- PROBLEM DESCRIPTION:
All lines below are to be transcribed exactly.

- DATA FOR PROCESSING:
────────
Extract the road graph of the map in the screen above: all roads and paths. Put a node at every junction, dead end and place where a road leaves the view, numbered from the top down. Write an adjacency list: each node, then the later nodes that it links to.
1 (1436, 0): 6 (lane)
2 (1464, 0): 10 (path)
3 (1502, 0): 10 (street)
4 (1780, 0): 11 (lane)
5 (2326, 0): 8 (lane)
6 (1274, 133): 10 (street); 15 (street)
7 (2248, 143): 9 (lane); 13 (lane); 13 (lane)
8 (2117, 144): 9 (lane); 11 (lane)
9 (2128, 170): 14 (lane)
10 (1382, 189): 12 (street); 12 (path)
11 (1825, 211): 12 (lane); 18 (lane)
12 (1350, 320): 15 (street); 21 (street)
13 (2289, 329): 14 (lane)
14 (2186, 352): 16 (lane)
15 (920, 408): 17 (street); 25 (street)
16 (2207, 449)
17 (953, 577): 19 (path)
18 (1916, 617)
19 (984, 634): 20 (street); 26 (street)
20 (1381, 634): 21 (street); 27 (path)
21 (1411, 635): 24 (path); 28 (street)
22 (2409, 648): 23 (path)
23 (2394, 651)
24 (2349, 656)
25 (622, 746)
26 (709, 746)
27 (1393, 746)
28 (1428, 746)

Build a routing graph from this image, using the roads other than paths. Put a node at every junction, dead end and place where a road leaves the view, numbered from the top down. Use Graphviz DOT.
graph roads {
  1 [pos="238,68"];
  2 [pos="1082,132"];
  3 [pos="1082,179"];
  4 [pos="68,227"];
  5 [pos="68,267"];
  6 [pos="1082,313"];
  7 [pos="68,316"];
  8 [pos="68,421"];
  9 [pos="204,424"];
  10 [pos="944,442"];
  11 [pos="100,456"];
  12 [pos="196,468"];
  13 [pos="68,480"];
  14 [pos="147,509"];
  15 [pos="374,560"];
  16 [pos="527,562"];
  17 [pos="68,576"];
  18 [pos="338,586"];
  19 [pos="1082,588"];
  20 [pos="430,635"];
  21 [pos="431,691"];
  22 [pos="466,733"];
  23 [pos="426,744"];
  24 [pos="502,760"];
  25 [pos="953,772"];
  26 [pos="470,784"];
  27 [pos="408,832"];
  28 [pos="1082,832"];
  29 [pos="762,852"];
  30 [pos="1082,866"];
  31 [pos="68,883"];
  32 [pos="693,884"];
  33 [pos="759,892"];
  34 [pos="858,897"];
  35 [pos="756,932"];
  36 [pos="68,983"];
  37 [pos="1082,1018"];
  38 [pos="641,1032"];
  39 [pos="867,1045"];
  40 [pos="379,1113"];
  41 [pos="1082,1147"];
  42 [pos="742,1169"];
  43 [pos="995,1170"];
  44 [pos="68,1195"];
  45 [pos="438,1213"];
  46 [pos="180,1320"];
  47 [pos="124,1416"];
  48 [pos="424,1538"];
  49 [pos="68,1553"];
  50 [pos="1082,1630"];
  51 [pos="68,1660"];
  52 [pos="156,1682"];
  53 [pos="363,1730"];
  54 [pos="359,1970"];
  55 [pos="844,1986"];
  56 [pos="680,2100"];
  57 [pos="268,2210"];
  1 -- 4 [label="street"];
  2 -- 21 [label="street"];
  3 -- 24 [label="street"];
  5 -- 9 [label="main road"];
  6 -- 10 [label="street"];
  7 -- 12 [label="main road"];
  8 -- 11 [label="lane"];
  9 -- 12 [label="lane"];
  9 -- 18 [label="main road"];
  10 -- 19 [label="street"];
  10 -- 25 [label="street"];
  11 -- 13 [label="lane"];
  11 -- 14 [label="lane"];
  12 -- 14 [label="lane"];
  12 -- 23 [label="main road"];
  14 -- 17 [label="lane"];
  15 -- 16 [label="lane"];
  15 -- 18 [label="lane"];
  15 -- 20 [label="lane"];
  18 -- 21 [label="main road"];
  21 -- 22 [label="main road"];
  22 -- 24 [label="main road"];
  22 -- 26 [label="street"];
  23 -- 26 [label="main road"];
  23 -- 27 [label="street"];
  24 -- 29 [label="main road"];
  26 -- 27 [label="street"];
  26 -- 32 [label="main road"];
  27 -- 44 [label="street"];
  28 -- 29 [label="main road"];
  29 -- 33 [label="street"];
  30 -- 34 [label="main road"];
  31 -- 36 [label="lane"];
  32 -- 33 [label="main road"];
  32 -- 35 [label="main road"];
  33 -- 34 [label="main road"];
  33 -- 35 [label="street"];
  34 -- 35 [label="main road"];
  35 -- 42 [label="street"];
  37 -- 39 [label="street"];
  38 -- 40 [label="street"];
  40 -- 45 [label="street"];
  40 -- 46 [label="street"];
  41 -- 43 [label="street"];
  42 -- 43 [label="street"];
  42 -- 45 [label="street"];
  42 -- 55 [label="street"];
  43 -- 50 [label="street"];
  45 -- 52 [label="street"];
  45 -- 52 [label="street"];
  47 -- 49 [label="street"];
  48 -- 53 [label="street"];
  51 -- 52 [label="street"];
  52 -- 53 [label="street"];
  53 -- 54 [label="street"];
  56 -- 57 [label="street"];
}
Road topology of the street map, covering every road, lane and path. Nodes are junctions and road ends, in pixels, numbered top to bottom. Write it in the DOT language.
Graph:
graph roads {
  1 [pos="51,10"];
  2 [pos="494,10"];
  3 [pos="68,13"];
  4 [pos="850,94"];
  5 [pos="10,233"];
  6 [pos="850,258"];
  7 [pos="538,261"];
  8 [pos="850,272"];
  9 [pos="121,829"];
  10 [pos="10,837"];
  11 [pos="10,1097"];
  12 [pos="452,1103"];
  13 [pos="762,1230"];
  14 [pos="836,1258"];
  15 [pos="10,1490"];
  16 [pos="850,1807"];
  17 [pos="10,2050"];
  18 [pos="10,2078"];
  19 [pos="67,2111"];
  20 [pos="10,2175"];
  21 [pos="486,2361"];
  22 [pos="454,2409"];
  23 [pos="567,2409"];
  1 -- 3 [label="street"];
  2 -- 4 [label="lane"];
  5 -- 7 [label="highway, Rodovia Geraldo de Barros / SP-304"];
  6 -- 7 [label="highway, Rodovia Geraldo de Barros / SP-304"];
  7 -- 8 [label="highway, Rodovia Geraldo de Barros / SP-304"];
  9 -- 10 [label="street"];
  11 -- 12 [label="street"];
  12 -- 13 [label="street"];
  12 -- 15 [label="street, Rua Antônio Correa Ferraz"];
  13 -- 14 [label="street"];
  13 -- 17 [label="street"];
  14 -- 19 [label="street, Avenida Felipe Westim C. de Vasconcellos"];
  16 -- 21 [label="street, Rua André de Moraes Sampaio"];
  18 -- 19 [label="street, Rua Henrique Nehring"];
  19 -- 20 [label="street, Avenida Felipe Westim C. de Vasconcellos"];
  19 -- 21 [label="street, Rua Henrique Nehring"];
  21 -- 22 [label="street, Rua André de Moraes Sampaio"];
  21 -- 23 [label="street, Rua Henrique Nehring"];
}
────────
- TASK RESULT:
Extract the road graph of the map in the screen above: all roads and paths. Put a node at every junction, dead end and place where a road leaves the view, numbered from the top down. Write an adjacency list: each node, then the later nodes that it links to.
1 (1436, 0): 6 (lane)
2 (1464, 0): 10 (path)
3 (1502, 0): 10 (street)
4 (1780, 0): 11 (lane)
5 (2326, 0): 8 (lane)
6 (1274, 133): 10 (street); 15 (street)
7 (2248, 143): 9 (lane); 13 (lane); 13 (lane)
8 (2117, 144): 9 (lane); 11 (lane)
9 (2128, 170): 14 (lane)
10 (1382, 189): 12 (street); 12 (path)
11 (1825, 211): 12 (lane); 18 (lane)
12 (1350, 320): 15 (street); 21 (street)
13 (2289, 329): 14 (lane)
14 (2186, 352): 16 (lane)
15 (920, 408): 17 (street); 25 (street)
16 (2207, 449)
17 (953, 577): 19 (path)
18 (1916, 617)
19 (984, 634): 20 (street); 26 (street)
20 (1381, 634): 21 (street); 27 (path)
21 (1411, 635): 24 (path); 28 (street)
22 (2409, 648): 23 (path)
23 (2394, 651)
24 (2349, 656)
25 (622, 746)
26 (709, 746)
27 (1393, 746)
28 (1428, 746)

Build a routing graph from this image, using the roads other than paths. Put a node at every junction, dead end and place where a road leaves the view, numbered from the top down. Use Graphviz DOT.
graph roads {
  1 [pos="238,68"];
  2 [pos="1082,132"];
  3 [pos="1082,179"];
  4 [pos="68,227"];
  5 [pos="68,267"];
  6 [pos="1082,313"];
  7 [pos="68,316"];
  8 [pos="68,421"];
  9 [pos="204,424"];
  10 [pos="944,442"];
  11 [pos="100,456"];
  12 [pos="196,468"];
  13 [pos="68,480"];
  14 [pos="147,509"];
  15 [pos="374,560"];
  16 [pos="527,562"];
  17 [pos="68,576"];
  18 [pos="338,586"];
  19 [pos="1082,588"];
  20 [pos="430,635"];
  21 [pos="431,691"];
  22 [pos="466,733"];
  23 [pos="426,744"];
  24 [pos="502,760"];
  25 [pos="953,772"];
  26 [pos="470,784"];
  27 [pos="408,832"];
  28 [pos="1082,832"];
  29 [pos="762,852"];
  30 [pos="1082,866"];
  31 [pos="68,883"];
  32 [pos="693,884"];
  33 [pos="759,892"];
  34 [pos="858,897"];
  35 [pos="756,932"];
  36 [pos="68,983"];
  37 [pos="1082,1018"];
  38 [pos="641,1032"];
  39 [pos="867,1045"];
  40 [pos="379,1113"];
  41 [pos="1082,1147"];
  42 [pos="742,1169"];
  43 [pos="995,1170"];
  44 [pos="68,1195"];
  45 [pos="438,1213"];
  46 [pos="180,1320"];
  47 [pos="124,1416"];
  48 [pos="424,1538"];
  49 [pos="68,1553"];
  50 [pos="1082,1630"];
  51 [pos="68,1660"];
  52 [pos="156,1682"];
  53 [pos="363,1730"];
  54 [pos="359,1970"];
  55 [pos="844,1986"];
  56 [pos="680,2100"];
  57 [pos="268,2210"];
  1 -- 4 [label="street"];
  2 -- 21 [label="street"];
  3 -- 24 [label="street"];
  5 -- 9 [label="main road"];
  6 -- 10 [label="street"];
  7 -- 12 [label="main road"];
  8 -- 11 [label="lane"];
  9 -- 12 [label="lane"];
  9 -- 18 [label="main road"];
  10 -- 19 [label="street"];
  10 -- 25 [label="street"];
  11 -- 13 [label="lane"];
  11 -- 14 [label="lane"];
  12 -- 14 [label="lane"];
  12 -- 23 [label="main road"];
  14 -- 17 [label="lane"];
  15 -- 16 [label="lane"];
  15 -- 18 [label="lane"];
  15 -- 20 [label="lane"];
  18 -- 21 [label="main road"];
  21 -- 22 [label="main road"];
  22 -- 24 [label="main road"];
  22 -- 26 [label="street"];
  23 -- 26 [label="main road"];
  23 -- 27 [label="street"];
  24 -- 29 [label="main road"];
  26 -- 27 [label="street"];
  26 -- 32 [label="main road"];
  27 -- 44 [label="street"];
  28 -- 29 [label="main road"];
  29 -- 33 [label="street"];
  30 -- 34 [label="main road"];
  31 -- 36 [label="lane"];
  32 -- 33 [label="main road"];
  32 -- 35 [label="main road"];
  33 -- 34 [label="main road"];
  33 -- 35 [label="street"];
  34 -- 35 [label="main road"];
  35 -- 42 [label="street"];
  37 -- 39 [label="street"];
  38 -- 40 [label="street"];
  40 -- 45 [label="street"];
  40 -- 46 [label="street"];
  41 -- 43 [label="street"];
  42 -- 43 [label="street"];
  42 -- 45 [label="street"];
  42 -- 55 [label="street"];
  43 -- 50 [label="street"];
  45 -- 52 [label="street"];
  45 -- 52 [label="street"];
  47 -- 49 [label="street"];
  48 -- 53 [label="street"];
  51 -- 52 [label="street"];
  52 -- 53 [label="street"];
  53 -- 54 [label="street"];
  56 -- 57 [label="street"];
}
Road topology of the street map, covering every road, lane and path. Nodes are junctions and road ends, in pixels, numbered top to bottom. Write it in the DOT language.
Graph:
graph roads {
  1 [pos="51,10"];
  2 [pos="494,10"];
  3 [pos="68,13"];
  4 [pos="850,94"];
  5 [pos="10,233"];
  6 [pos="850,258"];
  7 [pos="538,261"];
  8 [pos="850,272"];
  9 [pos="121,829"];
  10 [pos="10,837"];
  11 [pos="10,1097"];
  12 [pos="452,1103"];
  13 [pos="762,1230"];
  14 [pos="836,1258"];
  15 [pos="10,1490"];
  16 [pos="850,1807"];
  17 [pos="10,2050"];
  18 [pos="10,2078"];
  19 [pos="67,2111"];
  20 [pos="10,2175"];
  21 [pos="486,2361"];
  22 [pos="454,2409"];
  23 [pos="567,2409"];
  1 -- 3 [label="street"];
  2 -- 4 [label="lane"];
  5 -- 7 [label="highway, Rodovia Geraldo de Barros / SP-304"];
  6 -- 7 [label="highway, Rodovia Geraldo de Barros / SP-304"];
  7 -- 8 [label="highway, Rodovia Geraldo de Barros / SP-304"];
  9 -- 10 [label="street"];
  11 -- 12 [label="street"];
  12 -- 13 [label="street"];
  12 -- 15 [label="street, Rua Antônio Correa Ferraz"];
  13 -- 14 [label="street"];
  13 -- 17 [label="street"];
  14 -- 19 [label="street, Avenida Felipe Westim C. de Vasconcellos"];
  16 -- 21 [label="street, Rua André de Moraes Sampaio"];
  18 -- 19 [label="street, Rua Henrique Nehring"];
  19 -- 20 [label="street, Avenida Felipe Westim C. de Vasconcellos"];
  19 -- 21 [label="street, Rua Henrique Nehring"];
  21 -- 22 [label="street, Rua André de Moraes Sampaio"];
  21 -- 23 [label="street, Rua Henrique Nehring"];
}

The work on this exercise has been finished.